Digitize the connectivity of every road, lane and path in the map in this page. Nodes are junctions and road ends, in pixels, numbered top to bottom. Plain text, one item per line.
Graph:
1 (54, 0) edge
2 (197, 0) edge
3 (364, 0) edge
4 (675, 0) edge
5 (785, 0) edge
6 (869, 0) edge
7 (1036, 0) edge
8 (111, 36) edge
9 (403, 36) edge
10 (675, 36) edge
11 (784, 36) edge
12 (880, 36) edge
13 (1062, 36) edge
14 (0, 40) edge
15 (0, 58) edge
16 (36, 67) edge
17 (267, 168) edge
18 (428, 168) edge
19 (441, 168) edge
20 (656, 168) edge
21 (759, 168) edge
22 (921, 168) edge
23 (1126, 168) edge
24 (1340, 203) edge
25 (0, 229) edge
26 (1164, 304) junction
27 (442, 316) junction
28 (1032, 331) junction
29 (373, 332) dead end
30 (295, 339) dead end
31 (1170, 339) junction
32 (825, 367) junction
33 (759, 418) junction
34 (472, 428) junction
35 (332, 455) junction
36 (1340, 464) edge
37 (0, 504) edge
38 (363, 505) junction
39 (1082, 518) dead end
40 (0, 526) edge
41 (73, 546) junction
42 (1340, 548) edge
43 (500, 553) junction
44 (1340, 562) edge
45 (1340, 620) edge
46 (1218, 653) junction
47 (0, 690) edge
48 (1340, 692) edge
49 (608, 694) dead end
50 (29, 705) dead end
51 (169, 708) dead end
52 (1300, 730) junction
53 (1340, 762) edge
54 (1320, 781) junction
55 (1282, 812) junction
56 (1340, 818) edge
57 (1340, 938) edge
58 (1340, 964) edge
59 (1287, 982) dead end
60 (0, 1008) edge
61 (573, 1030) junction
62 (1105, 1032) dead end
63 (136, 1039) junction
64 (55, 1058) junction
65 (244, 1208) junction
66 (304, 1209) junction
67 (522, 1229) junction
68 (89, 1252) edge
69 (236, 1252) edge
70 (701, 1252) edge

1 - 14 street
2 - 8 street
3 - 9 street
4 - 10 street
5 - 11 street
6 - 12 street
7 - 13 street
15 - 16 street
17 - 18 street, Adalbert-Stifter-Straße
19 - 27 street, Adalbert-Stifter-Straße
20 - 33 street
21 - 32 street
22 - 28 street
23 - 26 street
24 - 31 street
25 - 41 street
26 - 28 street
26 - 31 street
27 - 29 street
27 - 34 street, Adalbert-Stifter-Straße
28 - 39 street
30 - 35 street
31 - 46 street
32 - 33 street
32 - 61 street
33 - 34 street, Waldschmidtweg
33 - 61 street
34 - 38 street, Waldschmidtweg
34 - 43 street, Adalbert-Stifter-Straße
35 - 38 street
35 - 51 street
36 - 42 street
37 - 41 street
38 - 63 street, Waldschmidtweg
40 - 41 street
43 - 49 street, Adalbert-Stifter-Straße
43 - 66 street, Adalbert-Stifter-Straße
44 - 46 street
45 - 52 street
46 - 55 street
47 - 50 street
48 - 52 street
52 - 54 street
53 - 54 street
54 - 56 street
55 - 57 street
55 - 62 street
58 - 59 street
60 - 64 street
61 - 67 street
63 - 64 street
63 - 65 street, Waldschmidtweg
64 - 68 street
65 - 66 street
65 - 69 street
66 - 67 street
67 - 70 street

> [YOUR TASK]
Show the lines above with "dead".

> [COMPLETED EXERCISE]
29 (373, 332) dead end
30 (295, 339) dead end
39 (1082, 518) dead end
49 (608, 694) dead end
50 (29, 705) dead end
51 (169, 708) dead end
59 (1287, 982) dead end
62 (1105, 1032) dead end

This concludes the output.